_WHAT YOU SHOULD DO_: Restate the listing below word for word, pictures excluded.

_MATERIAL SHOWN_:
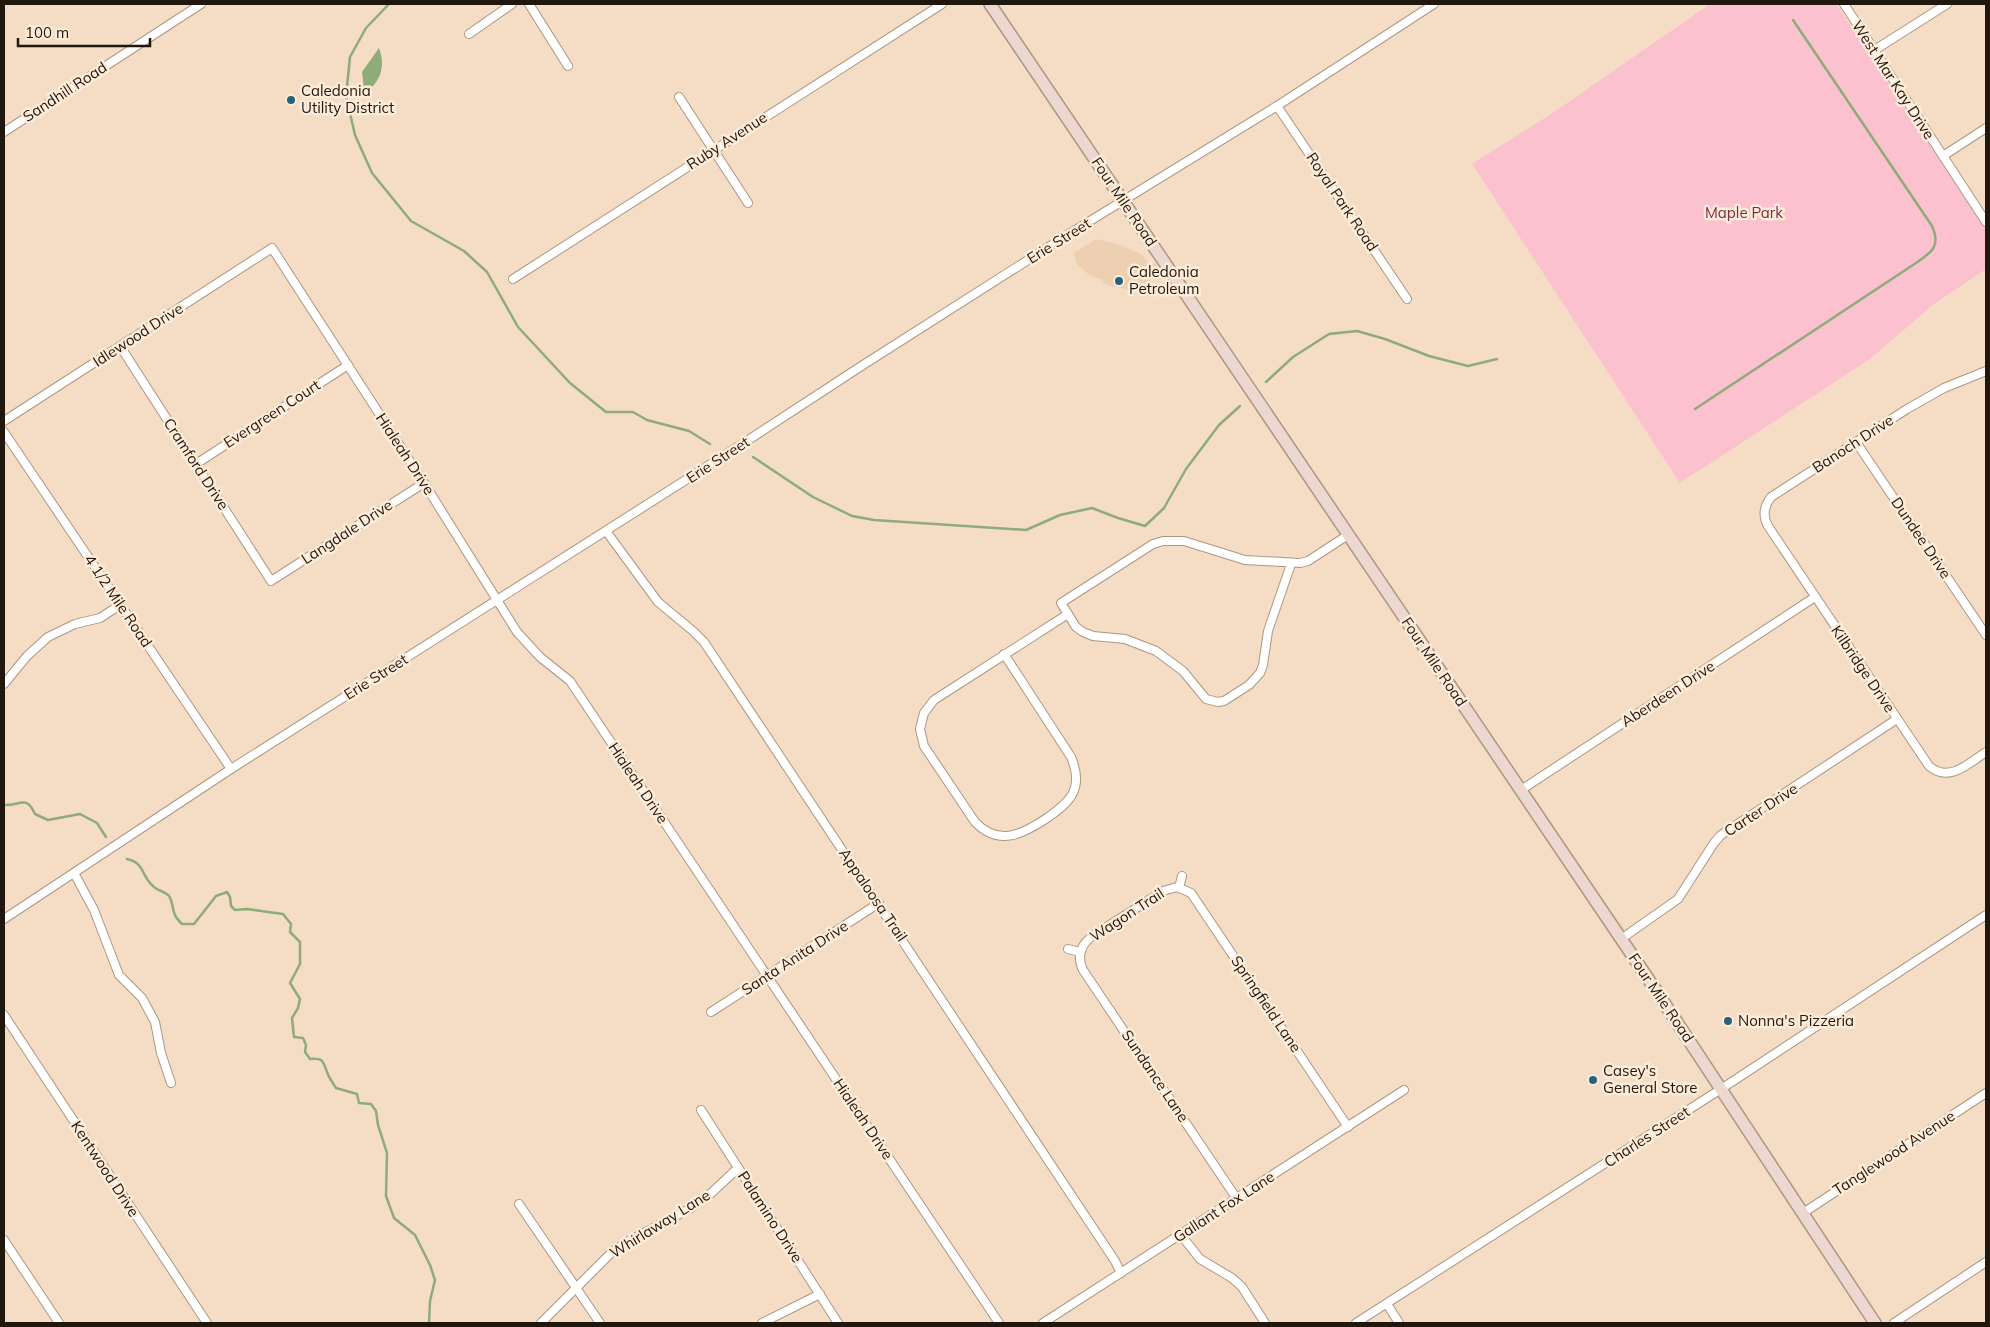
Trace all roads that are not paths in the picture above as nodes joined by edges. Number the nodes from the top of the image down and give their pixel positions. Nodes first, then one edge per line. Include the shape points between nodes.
1 (201, 4) edge
2 (512, 4) edge
3 (529, 4) edge
4 (942, 4) edge
5 (990, 4) edge
6 (1434, 4) edge
7 (1844, 4) edge
8 (1947, 4) edge
9 (469, 34) dead end
10 (1874, 52) junction
11 (568, 66) dead end
12 (679, 97) dead end
13 (1277, 106) junction
14 (1986, 128) edge
15 (4, 132) edge
16 (715, 150) junction
17 (1943, 156) junction
18 (1123, 200) junction
19 (748, 203) dead end
20 (1986, 222) edge
21 (272, 248) joint
22 (513, 279) dead end
23 (1407, 299) dead end
24 (120, 346) junction
25 (348, 365) junction
26 (1986, 371) edge
27 (4, 421) edge
28 (4, 432) edge
29 (1856, 442) junction
30 (196, 464) junction
31 (424, 483) junction
32 (606, 531) junction
33 (1348, 535) junction
34 (1780, 545) joint
35 (1292, 564) junction
36 (271, 581) joint
37 (1815, 597) junction
38 (497, 600) junction
39 (120, 605) junction
40 (1068, 614) junction
41 (1986, 635) edge
42 (1004, 654) junction
43 (4, 684) edge
44 (1898, 720) junction
45 (1986, 752) edge
46 (231, 769) junction
47 (1521, 790) junction
48 (74, 873) junction
49 (1182, 876) dead end
50 (1179, 888) junction
51 (879, 903) junction
52 (1986, 915) edge
53 (4, 919) edge
54 (1621, 939) junction
55 (1068, 949) dead end
56 (1080, 952) junction
57 (767, 976) junction
58 (711, 1012) dead end
59 (4, 1015) edge
60 (171, 1082) dead end
61 (1721, 1089) junction
62 (1404, 1090) dead end
63 (1986, 1093) edge
64 (701, 1110) dead end
65 (1348, 1126) junction
66 (738, 1168) junction
67 (1237, 1199) junction
68 (519, 1204) dead end
69 (1803, 1213) junction
70 (1181, 1235) junction
71 (4, 1240) edge
72 (1986, 1262) edge
73 (1121, 1273) junction
74 (576, 1287) junction
75 (820, 1294) junction
76 (1386, 1304) junction
77 (59, 1323) edge
78 (207, 1323) edge
79 (541, 1323) edge
80 (600, 1323) edge
81 (762, 1323) edge
82 (838, 1323) edge
83 (999, 1323) edge
84 (1043, 1323) edge
85 (1265, 1323) edge
86 (1356, 1323) edge
87 (1400, 1323) edge
88 (1875, 1323) edge
89 (1894, 1323) edge

1 - 15 street, Sandhill Road
2 - 9 street
3 - 11 street
4 - 16 street, Ruby Avenue
5 - 18 main road, Four Mile Road
6 - 13 street, Erie Street
7 - 10 street, West Mar Kay Drive
8 - 10 street
10 - 17 street, West Mar Kay Drive
12 - 16 street
13 - 18 street, Erie Street
13 - 23 street, Royal Park Road
14 - 17 street
16 - 19 street
16 - 22 street, Ruby Avenue
17 - 20 street, West Mar Kay Drive
18 - 32 street, Erie Street
18 - 33 main road, Four Mile Road
21 - 24 street, Idlewood Drive
21 - 25 street, Hialeah Drive
24 - 27 street, Idlewood Drive
24 - 30 street, Cramford Drive
25 - 30 street, Evergreen Court
25 - 31 street, Hialeah Drive
26 - 29 street, Banoch Drive via 1944,388
28 - 39 street, 4 1/2 Mile Road
29 - 34 street, Banoch Drive via 1766,503 1765,521
29 - 41 street, Dundee Drive
30 - 36 street, Cramford Drive
31 - 36 street, Langdale Drive
31 - 38 street, Hialeah Drive
32 - 38 street, Erie Street
32 - 51 street, Appaloosa Trail via 658,602 704,642
33 - 35 street via 1308,561
33 - 47 main road, Four Mile Road
34 - 37 street, Kilbridge Drive
35 - 40 street via 1245,560 1184,541 1163,541 1153,544 1061,603
35 - 40 street via 1268,631 1260,673 1224,701 1212,701 1201,694 1183,671 1156,651 1125,639 1082,632
37 - 44 street, Kilbridge Drive
37 - 47 street, Aberdeen Drive
38 - 46 street, Erie Street
38 - 57 street, Hialeah Drive via 529,647 570,681
39 - 43 street via 100,618 75,624 48,637
39 - 46 street, 4 1/2 Mile Road
40 - 42 street
42 - 42 street via 934,700 924,713 920,729 924,746 975,822 984,830 1010,836 1025,832 1062,807 1073,792 1076,779 1071,757
44 - 45 street, Kilbridge Drive via 1929,766 1940,773 1958,770
44 - 54 street, Carter Drive via 1721,835 1678,899
46 - 48 street, Erie Street
47 - 54 main road, Four Mile Road
48 - 53 street, Erie Street
48 - 60 street via 94,910 119,976 142,998 154,1022
49 - 50 street
50 - 56 street, Wagon Trail via 1162,890 1091,937
50 - 65 street, Springfield Lane via 1191,893
51 - 57 street, Santa Anita Drive
51 - 73 street, Appaloosa Trail
52 - 61 street, Charles Street
54 - 61 main road, Four Mile Road
55 - 56 street
56 - 67 street, Sundance Lane via 1083,970
57 - 58 street, Santa Anita Drive
57 - 83 street, Hialeah Drive
59 - 78 street, Kentwood Drive
61 - 69 main road, Four Mile Road
61 - 76 street, Charles Street
62 - 65 street, Gallant Fox Lane
63 - 69 street, Tanglewood Avenue
64 - 66 street, Palamino Drive
65 - 67 street, Gallant Fox Lane
66 - 74 street, Whirlaway Lane via 691,1208 612,1252
66 - 75 street, Palamino Drive
67 - 70 street, Gallant Fox Lane
68 - 74 street
69 - 88 main road, Four Mile Road
70 - 73 street, Gallant Fox Lane
70 - 85 street via 1200,1259 1242,1287
71 - 77 street
72 - 89 street
73 - 84 street, Gallant Fox Lane
74 - 79 street, Whirlaway Lane
74 - 80 street
75 - 81 street
75 - 82 street, Palamino Drive
76 - 86 street, Charles Street
76 - 87 street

_SOLUTION TO THE PROBLEM_:
Trace all roads that are not paths in the picture above as nodes joined by edges. Number the nodes from the top of the image down and give their pixel positions. Nodes first, then one edge per line. Include the shape points between nodes.
1 (201, 4) edge
2 (512, 4) edge
3 (529, 4) edge
4 (942, 4) edge
5 (990, 4) edge
6 (1434, 4) edge
7 (1844, 4) edge
8 (1947, 4) edge
9 (469, 34) dead end
10 (1874, 52) junction
11 (568, 66) dead end
12 (679, 97) dead end
13 (1277, 106) junction
14 (1986, 128) edge
15 (4, 132) edge
16 (715, 150) junction
17 (1943, 156) junction
18 (1123, 200) junction
19 (748, 203) dead end
20 (1986, 222) edge
21 (272, 248) joint
22 (513, 279) dead end
23 (1407, 299) dead end
24 (120, 346) junction
25 (348, 365) junction
26 (1986, 371) edge
27 (4, 421) edge
28 (4, 432) edge
29 (1856, 442) junction
30 (196, 464) junction
31 (424, 483) junction
32 (606, 531) junction
33 (1348, 535) junction
34 (1780, 545) joint
35 (1292, 564) junction
36 (271, 581) joint
37 (1815, 597) junction
38 (497, 600) junction
39 (120, 605) junction
40 (1068, 614) junction
41 (1986, 635) edge
42 (1004, 654) junction
43 (4, 684) edge
44 (1898, 720) junction
45 (1986, 752) edge
46 (231, 769) junction
47 (1521, 790) junction
48 (74, 873) junction
49 (1182, 876) dead end
50 (1179, 888) junction
51 (879, 903) junction
52 (1986, 915) edge
53 (4, 919) edge
54 (1621, 939) junction
55 (1068, 949) dead end
56 (1080, 952) junction
57 (767, 976) junction
58 (711, 1012) dead end
59 (4, 1015) edge
60 (171, 1082) dead end
61 (1721, 1089) junction
62 (1404, 1090) dead end
63 (1986, 1093) edge
64 (701, 1110) dead end
65 (1348, 1126) junction
66 (738, 1168) junction
67 (1237, 1199) junction
68 (519, 1204) dead end
69 (1803, 1213) junction
70 (1181, 1235) junction
71 (4, 1240) edge
72 (1986, 1262) edge
73 (1121, 1273) junction
74 (576, 1287) junction
75 (820, 1294) junction
76 (1386, 1304) junction
77 (59, 1323) edge
78 (207, 1323) edge
79 (541, 1323) edge
80 (600, 1323) edge
81 (762, 1323) edge
82 (838, 1323) edge
83 (999, 1323) edge
84 (1043, 1323) edge
85 (1265, 1323) edge
86 (1356, 1323) edge
87 (1400, 1323) edge
88 (1875, 1323) edge
89 (1894, 1323) edge

1 - 15 street, Sandhill Road
2 - 9 street
3 - 11 street
4 - 16 street, Ruby Avenue
5 - 18 main road, Four Mile Road
6 - 13 street, Erie Street
7 - 10 street, West Mar Kay Drive
8 - 10 street
10 - 17 street, West Mar Kay Drive
12 - 16 street
13 - 18 street, Erie Street
13 - 23 street, Royal Park Road
14 - 17 street
16 - 19 street
16 - 22 street, Ruby Avenue
17 - 20 street, West Mar Kay Drive
18 - 32 street, Erie Street
18 - 33 main road, Four Mile Road
21 - 24 street, Idlewood Drive
21 - 25 street, Hialeah Drive
24 - 27 street, Idlewood Drive
24 - 30 street, Cramford Drive
25 - 30 street, Evergreen Court
25 - 31 street, Hialeah Drive
26 - 29 street, Banoch Drive via 1944,388
28 - 39 street, 4 1/2 Mile Road
29 - 34 street, Banoch Drive via 1766,503 1765,521
29 - 41 street, Dundee Drive
30 - 36 street, Cramford Drive
31 - 36 street, Langdale Drive
31 - 38 street, Hialeah Drive
32 - 38 street, Erie Street
32 - 51 street, Appaloosa Trail via 658,602 704,642
33 - 35 street via 1308,561
33 - 47 main road, Four Mile Road
34 - 37 street, Kilbridge Drive
35 - 40 street via 1245,560 1184,541 1163,541 1153,544 1061,603
35 - 40 street via 1268,631 1260,673 1224,701 1212,701 1201,694 1183,671 1156,651 1125,639 1082,632
37 - 44 street, Kilbridge Drive
37 - 47 street, Aberdeen Drive
38 - 46 street, Erie Street
38 - 57 street, Hialeah Drive via 529,647 570,681
39 - 43 street via 100,618 75,624 48,637
39 - 46 street, 4 1/2 Mile Road
40 - 42 street
42 - 42 street via 934,700 924,713 920,729 924,746 975,822 984,830 1010,836 1025,832 1062,807 1073,792 1076,779 1071,757
44 - 45 street, Kilbridge Drive via 1929,766 1940,773 1958,770
44 - 54 street, Carter Drive via 1721,835 1678,899
46 - 48 street, Erie Street
47 - 54 main road, Four Mile Road
48 - 53 street, Erie Street
48 - 60 street via 94,910 119,976 142,998 154,1022
49 - 50 street
50 - 56 street, Wagon Trail via 1162,890 1091,937
50 - 65 street, Springfield Lane via 1191,893
51 - 57 street, Santa Anita Drive
51 - 73 street, Appaloosa Trail
52 - 61 street, Charles Street
54 - 61 main road, Four Mile Road
55 - 56 street
56 - 67 street, Sundance Lane via 1083,970
57 - 58 street, Santa Anita Drive
57 - 83 street, Hialeah Drive
59 - 78 street, Kentwood Drive
61 - 69 main road, Four Mile Road
61 - 76 street, Charles Street
62 - 65 street, Gallant Fox Lane
63 - 69 street, Tanglewood Avenue
64 - 66 street, Palamino Drive
65 - 67 street, Gallant Fox Lane
66 - 74 street, Whirlaway Lane via 691,1208 612,1252
66 - 75 street, Palamino Drive
67 - 70 street, Gallant Fox Lane
68 - 74 street
69 - 88 main road, Four Mile Road
70 - 73 street, Gallant Fox Lane
70 - 85 street via 1200,1259 1242,1287
71 - 77 street
72 - 89 street
73 - 84 street, Gallant Fox Lane
74 - 79 street, Whirlaway Lane
74 - 80 street
75 - 81 street
75 - 82 street, Palamino Drive
76 - 86 street, Charles Street
76 - 87 street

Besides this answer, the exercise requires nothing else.